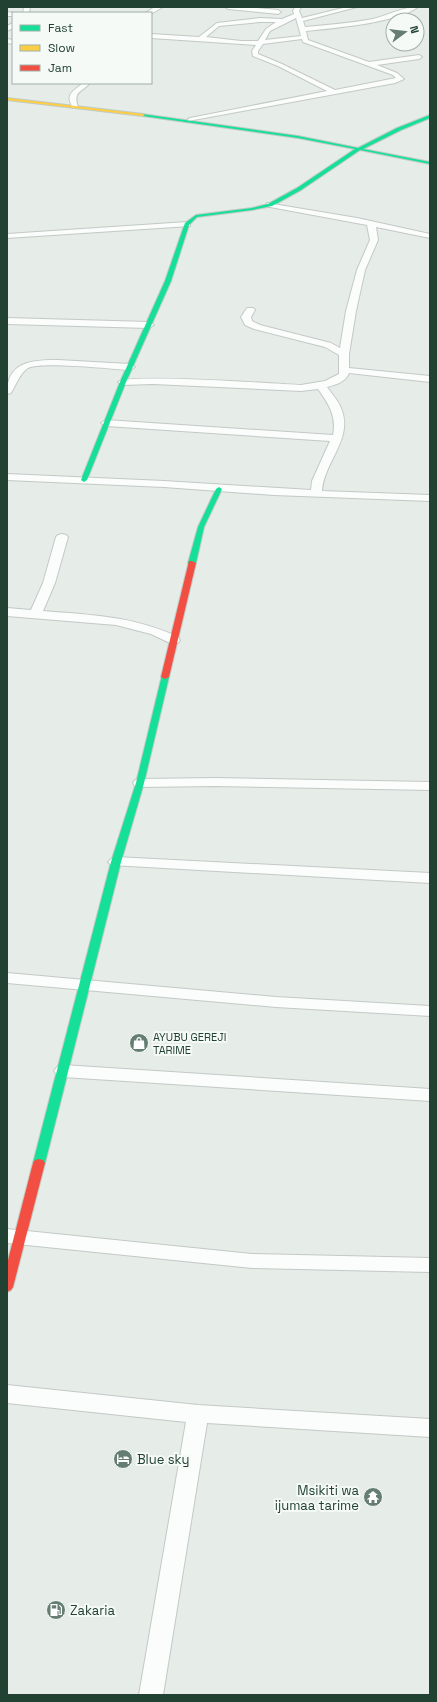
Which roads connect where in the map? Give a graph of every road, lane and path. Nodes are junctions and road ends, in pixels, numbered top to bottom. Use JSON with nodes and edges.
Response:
{"nodes":[{"id":1,"x":160,"y":7,"type":"edge"},
{"id":2,"x":228,"y":7,"type":"edge"},
{"id":3,"x":298,"y":7,"type":"edge"},
{"id":4,"x":415,"y":7,"type":"edge"},
{"id":5,"x":358,"y":8,"type":"edge"},
{"id":6,"x":150,"y":12,"type":"edge"},
{"id":7,"x":374,"y":14,"type":"dead end"},
{"id":8,"x":297,"y":17,"type":"junction"},
{"id":9,"x":384,"y":17,"type":"junction"},
{"id":10,"x":283,"y":21,"type":"junction"},
{"id":11,"x":303,"y":29,"type":"junction"},
{"id":12,"x":152,"y":36,"type":"edge"},
{"id":13,"x":304,"y":37,"type":"junction"},
{"id":14,"x":200,"y":39,"type":"junction"},
{"id":15,"x":260,"y":43,"type":"junction"},
{"id":16,"x":419,"y":57,"type":"dead end"},
{"id":17,"x":370,"y":64,"type":"junction"},
{"id":18,"x":86,"y":84,"type":"edge"},
{"id":19,"x":334,"y":92,"type":"junction"},
{"id":20,"x":7,"y":99,"type":"edge"},
{"id":21,"x":75,"y":107,"type":"junction"},
{"id":22,"x":430,"y":116,"type":"edge"},
{"id":23,"x":190,"y":120,"type":"junction"},
{"id":24,"x":362,"y":148,"type":"junction"},
{"id":25,"x":430,"y":162,"type":"edge"},
{"id":26,"x":270,"y":205,"type":"junction"},
{"id":27,"x":371,"y":223,"type":"junction"},
{"id":28,"x":187,"y":224,"type":"junction"},
{"id":29,"x":7,"y":236,"type":"edge"},
{"id":30,"x":430,"y":236,"type":"edge"},
{"id":31,"x":250,"y":310,"type":"dead end"},
{"id":32,"x":7,"y":321,"type":"edge"},
{"id":33,"x":149,"y":325,"type":"junction"},
{"id":34,"x":344,"y":354,"type":"junction"},
{"id":35,"x":130,"y":367,"type":"junction"},
{"id":36,"x":344,"y":370,"type":"junction"},
{"id":37,"x":430,"y":379,"type":"edge"},
{"id":38,"x":122,"y":382,"type":"junction"},
{"id":39,"x":321,"y":386,"type":"junction"},
{"id":40,"x":7,"y":391,"type":"edge"},
{"id":41,"x":106,"y":423,"type":"junction"},
{"id":42,"x":337,"y":438,"type":"junction"},
{"id":43,"x":7,"y":477,"type":"edge"},
{"id":44,"x":84,"y":480,"type":"junction"},
{"id":45,"x":219,"y":489,"type":"junction"},
{"id":46,"x":316,"y":494,"type":"junction"},
{"id":47,"x":430,"y":498,"type":"edge"},
{"id":48,"x":62,"y":537,"type":"dead end"},
{"id":49,"x":7,"y":612,"type":"edge"},
{"id":50,"x":36,"y":614,"type":"junction"},
{"id":51,"x":174,"y":640,"type":"junction"},
{"id":52,"x":140,"y":783,"type":"junction"},
{"id":53,"x":430,"y":786,"type":"edge"},
{"id":54,"x":116,"y":862,"type":"junction"},
{"id":55,"x":430,"y":878,"type":"edge"},
{"id":56,"x":7,"y":978,"type":"edge"},
{"id":57,"x":84,"y":984,"type":"junction"},
{"id":58,"x":430,"y":1011,"type":"edge"},
{"id":59,"x":63,"y":1071,"type":"junction"},
{"id":60,"x":430,"y":1095,"type":"edge"},
{"id":61,"x":13,"y":1236,"type":"edge"},
{"id":62,"x":430,"y":1265,"type":"edge"},
{"id":63,"x":7,"y":1287,"type":"edge"},
{"id":64,"x":7,"y":1394,"type":"edge"},
{"id":65,"x":198,"y":1414,"type":"junction"},
{"id":66,"x":430,"y":1428,"type":"edge"},
{"id":67,"x":151,"y":1695,"type":"edge"}],
"edges":[{"from":1,"to":6,"type":"street"},
{"from":2,"to":8,"type":"street"},
{"from":3,"to":8,"type":"street"},
{"from":4,"to":9,"type":"street"},
{"from":5,"to":8,"type":"street"},
{"from":7,"to":9,"type":"street"},
{"from":8,"to":10,"type":"street"},
{"from":8,"to":11,"type":"street"},
{"from":9,"to":11,"type":"street"},
{"from":10,"to":14,"type":"street"},
{"from":10,"to":15,"type":"street"},
{"from":11,"to":13,"type":"street"},
{"from":12,"to":14,"type":"street"},
{"from":13,"to":15,"type":"street"},
{"from":13,"to":17,"type":"street"},
{"from":14,"to":15,"type":"street"},
{"from":15,"to":19,"type":"street"},
{"from":16,"to":17,"type":"street"},
{"from":17,"to":19,"type":"street"},
{"from":18,"to":21,"type":"street"},
{"from":19,"to":23,"type":"street"},
{"from":20,"to":21,"type":"main road"},
{"from":21,"to":23,"type":"main road"},
{"from":22,"to":24,"type":"main road"},
{"from":23,"to":24,"type":"main road"},
{"from":24,"to":25,"type":"main road"},
{"from":24,"to":26,"type":"main road"},
{"from":26,"to":27,"type":"street"},
{"from":26,"to":28,"type":"main road"},
{"from":27,"to":30,"type":"street"},
{"from":27,"to":34,"type":"street"},
{"from":28,"to":29,"type":"street"},
{"from":28,"to":33,"type":"main road"},
{"from":31,"to":34,"type":"street"},
{"from":32,"to":33,"type":"street"},
{"from":33,"to":35,"type":"main road"},
{"from":34,"to":36,"type":"street"},
{"from":35,"to":38,"type":"main road"},
{"from":35,"to":40,"type":"street"},
{"from":36,"to":37,"type":"street"},
{"from":36,"to":39,"type":"street"},
{"from":38,"to":39,"type":"street"},
{"from":38,"to":41,"type":"main road"},
{"from":39,"to":42,"type":"street"},
{"from":41,"to":42,"type":"street"},
{"from":41,"to":44,"type":"main road"},
{"from":42,"to":46,"type":"street"},
{"from":43,"to":44,"type":"street"},
{"from":44,"to":45,"type":"street"},
{"from":45,"to":46,"type":"street"},
{"from":45,"to":51,"type":"main road"},
{"from":46,"to":47,"type":"street"},
{"from":48,"to":50,"type":"street"},
{"from":49,"to":50,"type":"street"},
{"from":50,"to":51,"type":"street"},
{"from":51,"to":52,"type":"main road"},
{"from":52,"to":53,"type":"street"},
{"from":52,"to":54,"type":"main road"},
{"from":54,"to":55,"type":"street"},
{"from":54,"to":57,"type":"main road"},
{"from":56,"to":57,"type":"street"},
{"from":57,"to":58,"type":"street"},
{"from":57,"to":59,"type":"main road"},
{"from":59,"to":60,"type":"street"},
{"from":59,"to":61,"type":"main road"},
{"from":61,"to":62,"type":"street"},
{"from":61,"to":63,"type":"main road"},
{"from":64,"to":65,"type":"street"},
{"from":65,"to":66,"type":"street"},
{"from":65,"to":67,"type":"street"}]}
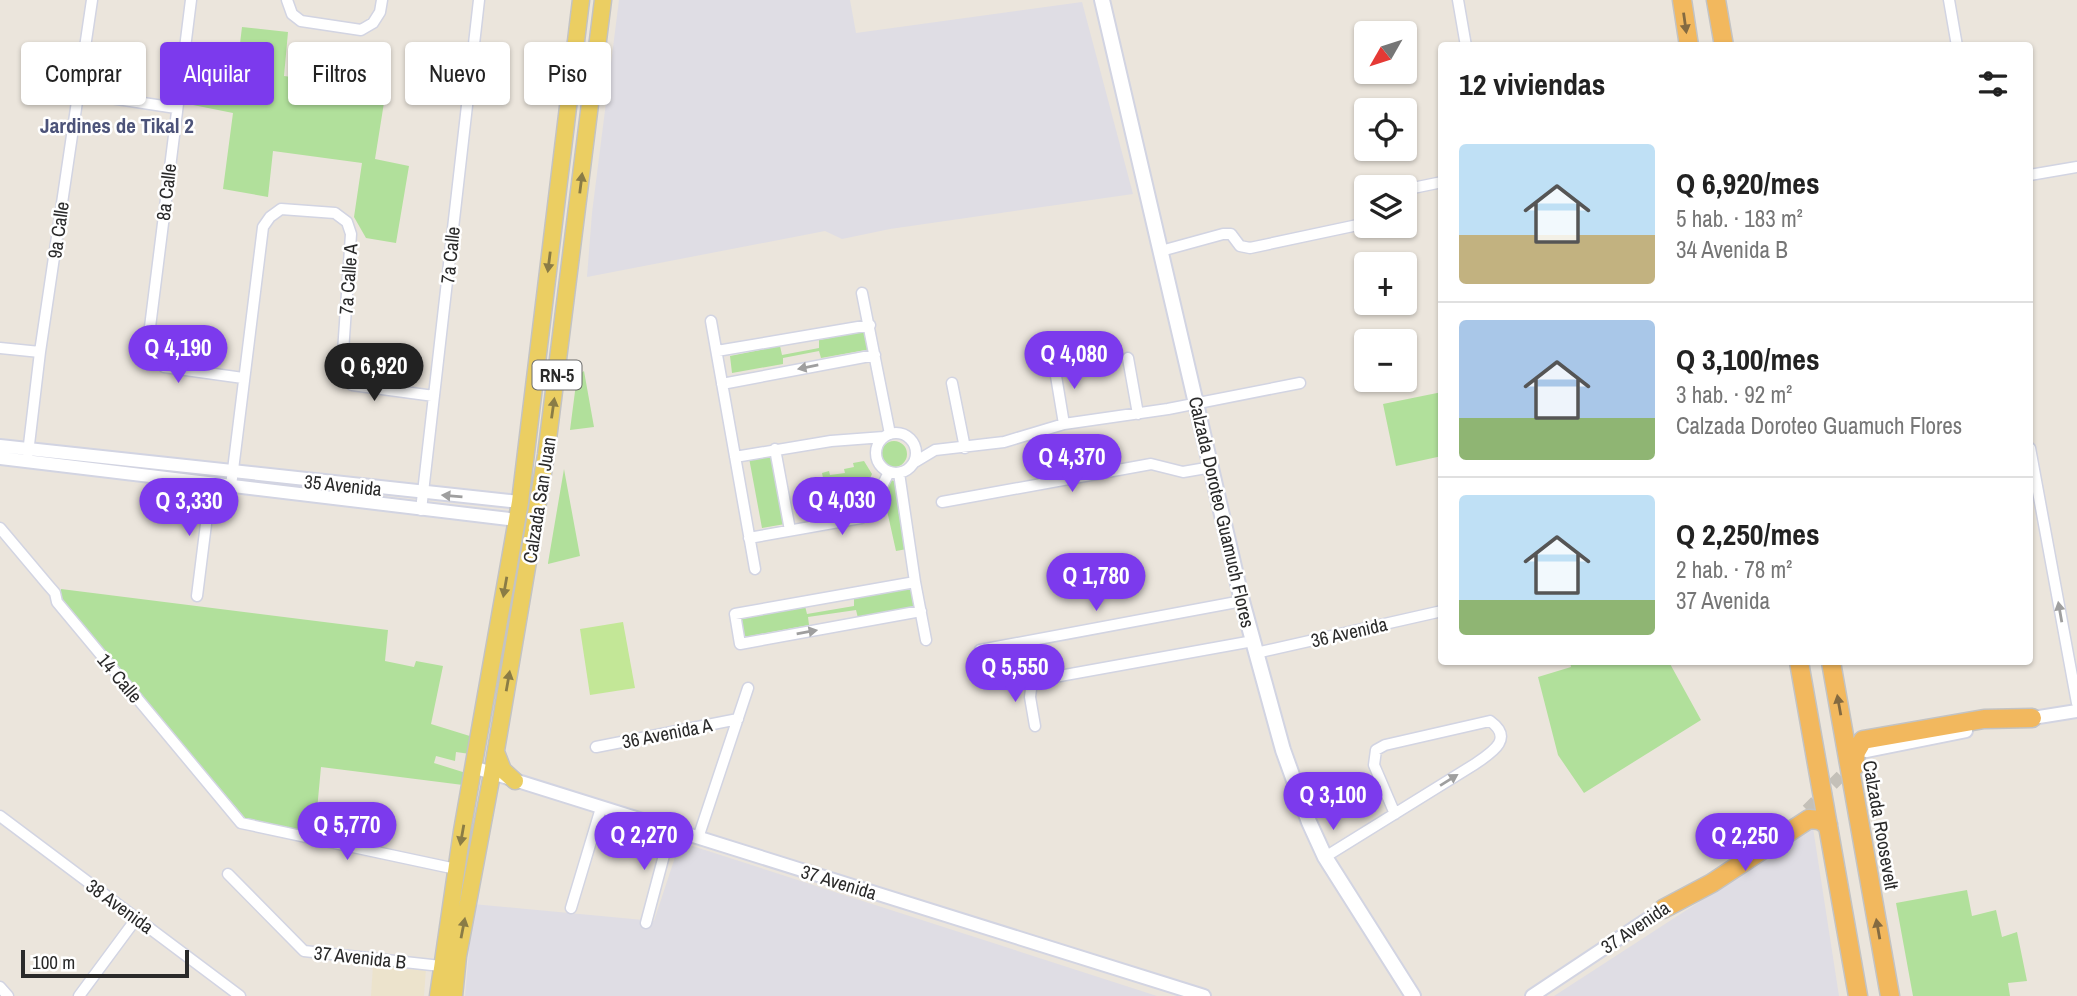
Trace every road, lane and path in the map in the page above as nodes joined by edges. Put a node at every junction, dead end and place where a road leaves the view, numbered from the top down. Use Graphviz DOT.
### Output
graph roads {
  1 [pos="92,0"];
  2 [pos="191,0"];
  3 [pos="287,0"];
  4 [pos="382,0"];
  5 [pos="479,0"];
  6 [pos="581,0"];
  7 [pos="603,0"];
  8 [pos="1102,0"];
  9 [pos="1458,0"];
  10 [pos="1682,0"];
  11 [pos="1716,0"];
  12 [pos="1949,0"];
  13 [pos="86,42"];
  14 [pos="1465,42"];
  15 [pos="1688,42"];
  16 [pos="1723,42"];
  17 [pos="1956,42"];
  18 [pos="146,103"];
  19 [pos="76,105"];
  20 [pos="176,108"];
  21 [pos="2077,167"];
  22 [pos="2033,174"];
  23 [pos="1438,183"];
  24 [pos="1417,187"];
  25 [pos="1354,225"];
  26 [pos="1161,251"];
  27 [pos="862,293"];
  28 [pos="711,321"];
  29 [pos="870,325"];
  30 [pos="0,348"];
  31 [pos="717,351"];
  32 [pos="40,352"];
  33 [pos="875,355"];
  34 [pos="1128,358"];
  35 [pos="1055,364"];
  36 [pos="243,378"];
  37 [pos="952,383"];
  38 [pos="1300,383"];
  39 [pos="722,384"];
  40 [pos="434,396"];
  41 [pos="1196,402"];
  42 [pos="1139,414"];
  43 [pos="1064,424"];
  44 [pos="887,436"];
  45 [pos="910,439"];
  46 [pos="0,446"];
  47 [pos="965,448"];
  48 [pos="775,449"];
  49 [pos="935,450"];
  50 [pos="28,455"];
  51 [pos="735,457"];
  52 [pos="0,458"];
  53 [pos="915,462"];
  54 [pos="2033,464"];
  55 [pos="1212,467"];
  56 [pos="894,472"];
  57 [pos="232,473"];
  58 [pos="211,484"];
  59 [pos="231,486"];
  60 [pos="424,493"];
  61 [pos="520,502"];
  62 [pos="942,502"];
  63 [pos="421,510"];
  64 [pos="517,520"];
  65 [pos="0,528"];
  66 [pos="790,530"];
  67 [pos="749,538"];
  68 [pos="755,569"];
  69 [pos="915,582"];
  70 [pos="197,596"];
  71 [pos="1242,601"];
  72 [pos="921,611"];
  73 [pos="1438,612"];
  74 [pos="926,640"];
  75 [pos="1254,647"];
  76 [pos="980,650"];
  77 [pos="1800,665"];
  78 [pos="1832,665"];
  79 [pos="748,688"];
  80 [pos="2077,703"];
  81 [pos="2077,711"];
  82 [pos="2032,718"];
  83 [pos="736,724"];
  84 [pos="1035,726"];
  85 [pos="596,747"];
  86 [pos="496,748"];
  87 [pos="1866,751"];
  88 [pos="473,767"];
  89 [pos="492,774"];
  90 [pos="515,780"];
  91 [pos="1853,784"];
  92 [pos="601,807"];
  93 [pos="1807,810"];
  94 [pos="1395,814"];
  95 [pos="0,816"];
  96 [pos="1828,825"];
  97 [pos="671,829"];
  98 [pos="698,838"];
  99 [pos="1325,857"];
  100 [pos="456,869"];
  101 [pos="228,874"];
  102 [pos="571,908"];
  103 [pos="1663,909"];
  104 [pos="136,919"];
  105 [pos="646,923"];
  106 [pos="441,966"];
  107 [pos="0,987"];
  108 [pos="8,996"];
  109 [pos="79,996"];
  110 [pos="240,996"];
  111 [pos="438,996"];
  112 [pos="454,996"];
  113 [pos="1204,996"];
  114 [pos="1413,996"];
  115 [pos="1532,996"];
  116 [pos="1858,996"];
  117 [pos="1890,996"];
  1 -- 13 [label="street, 9a Calle"];
  2 -- 20 [label="street, 8a Calle"];
  3 -- 4 [label="street"];
  5 -- 40 [label="street, 7a Calle"];
  6 -- 61 [label="main road, Calzada San Juan / RN-5, one-way"];
  86 -- 7 [label="main road, Calzada San Juan / RN-5, one-way"];
  8 -- 26 [label="main road, Calzada Doroteo Guamuch Flores"];
  9 -- 14 [label="street"];
  10 -- 15 [label="highway, one-way"];
  11 -- 16 [label="highway"];
  12 -- 17 [label="street"];
  18 -- 20 [label="street"];
  19 -- 32 [label="street, 9a Calle"];
  20 -- 36 [label="street, 8a Calle"];
  21 -- 22 [label="street"];
  23 -- 24 [label="street"];
  25 -- 26 [label="street"];
  26 -- 41 [label="main road, Calzada Doroteo Guamuch Flores"];
  27 -- 29 [label="street"];
  28 -- 31 [label="street"];
  29 -- 31 [label="street"];
  29 -- 33 [label="street"];
  30 -- 32 [label="street"];
  31 -- 39 [label="street"];
  32 -- 50 [label="street, 9a Calle"];
  33 -- 39 [label="street, one-way"];
  33 -- 44 [label="street"];
  34 -- 42 [label="street"];
  35 -- 43 [label="street"];
  36 -- 40 [label="street, 7a Calle A"];
  36 -- 57 [label="street"];
  37 -- 47 [label="street"];
  38 -- 41 [label="street"];
  39 -- 51 [label="street"];
  40 -- 60 [label="street, 7a Calle"];
  41 -- 42 [label="street"];
  41 -- 55 [label="main road, Calzada Doroteo Guamuch Flores"];
  42 -- 43 [label="street"];
  43 -- 47 [label="street"];
  44 -- 45 [label="street"];
  44 -- 48 [label="street"];
  44 -- 56 [label="street"];
  45 -- 49 [label="street"];
  45 -- 53 [label="street"];
  46 -- 50 [label="street, 35 Avenida"];
  47 -- 49 [label="street"];
  48 -- 51 [label="street"];
  48 -- 66 [label="street"];
  49 -- 53 [label="street"];
  50 -- 52 [label="street, 35 Avenida"];
  50 -- 57 [label="street, 35 Avenida"];
  50 -- 58 [label="street, 35 Avenida"];
  51 -- 67 [label="street"];
  53 -- 56 [label="street"];
  80 -- 54 [label="street, one-way"];
  55 -- 62 [label="street"];
  55 -- 71 [label="main road, Calzada Doroteo Guamuch Flores"];
  56 -- 66 [label="street"];
  56 -- 69 [label="street"];
  57 -- 59 [label="street"];
  57 -- 60 [label="street, 35 Avenida"];
  58 -- 59 [label="street, 35 Avenida"];
  58 -- 70 [label="street"];
  59 -- 63 [label="street, 35 Avenida"];
  61 -- 60 [label="street, 35 Avenida, one-way"];
  60 -- 63 [label="street, 7a Calle"];
  61 -- 64 [label="main road, Calzada San Juan / RN-5"];
  63 -- 64 [label="street, 35 Avenida"];
  64 -- 88 [label="main road, Calzada San Juan / RN-5, one-way"];
  65 -- 100 [label="street, 14 Calle"];
  66 -- 67 [label="street"];
  67 -- 68 [label="street"];
  69 -- 72 [label="street"];
  69 -- 72 [label="street, one-way"];
  71 -- 75 [label="main road, Calzada Doroteo Guamuch Flores"];
  71 -- 76 [label="street"];
  72 -- 74 [label="street"];
  73 -- 75 [label="street, 36 Avenida"];
  75 -- 84 [label="street, 36 Avenida"];
  75 -- 99 [label="main road, Calzada Doroteo Guamuch Flores"];
  77 -- 96 [label="highway"];
  91 -- 78 [label="highway, Calzada Roosevelt, one-way"];
  79 -- 83 [label="street"];
  81 -- 82 [label="street"];
  82 -- 87 [label="street"];
  82 -- 91 [label="highway"];
  83 -- 85 [label="street, 36 Avenida A"];
  83 -- 98 [label="street"];
  86 -- 89 [label="main road, Calzada San Juan / RN-5"];
  86 -- 90 [label="main road"];
  88 -- 89 [label="street, 37 Avenida"];
  88 -- 100 [label="main road, Calzada San Juan / RN-5, one-way"];
  89 -- 90 [label="street, 37 Avenida"];
  112 -- 89 [label="main road, Calzada San Juan / RN-5, one-way"];
  90 -- 92 [label="street, 37 Avenida"];
  117 -- 91 [label="highway, Calzada Roosevelt, one-way"];
  92 -- 97 [label="street, 37 Avenida"];
  92 -- 102 [label="street"];
  93 -- 103 [label="street, 37 Avenida"];
  94 -- 94 [label="street, one-way"];
  94 -- 99 [label="street"];
  95 -- 104 [label="street, 38 Avenida"];
  96 -- 103 [label="highway"];
  96 -- 116 [label="highway"];
  97 -- 98 [label="street, 37 Avenida"];
  97 -- 105 [label="street"];
  98 -- 113 [label="street, 37 Avenida"];
  99 -- 114 [label="main road, Calzada Doroteo Guamuch Flores"];
  100 -- 106 [label="main road, Calzada San Juan / RN-5"];
  101 -- 106 [label="street, 37 Avenida B"];
  103 -- 115 [label="street, 37 Avenida"];
  104 -- 109 [label="street"];
  104 -- 110 [label="street, 38 Avenida"];
  106 -- 111 [label="main road, Calzada San Juan / RN-5"];
  107 -- 108 [label="street"];
}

What you are asked to do: Using the listing above, pick out each line that contains the word "Roosevelt", then copy it.

Task response:
  91 -- 78 [label="highway, Calzada Roosevelt, one-way"];
  117 -- 91 [label="highway, Calzada Roosevelt, one-way"];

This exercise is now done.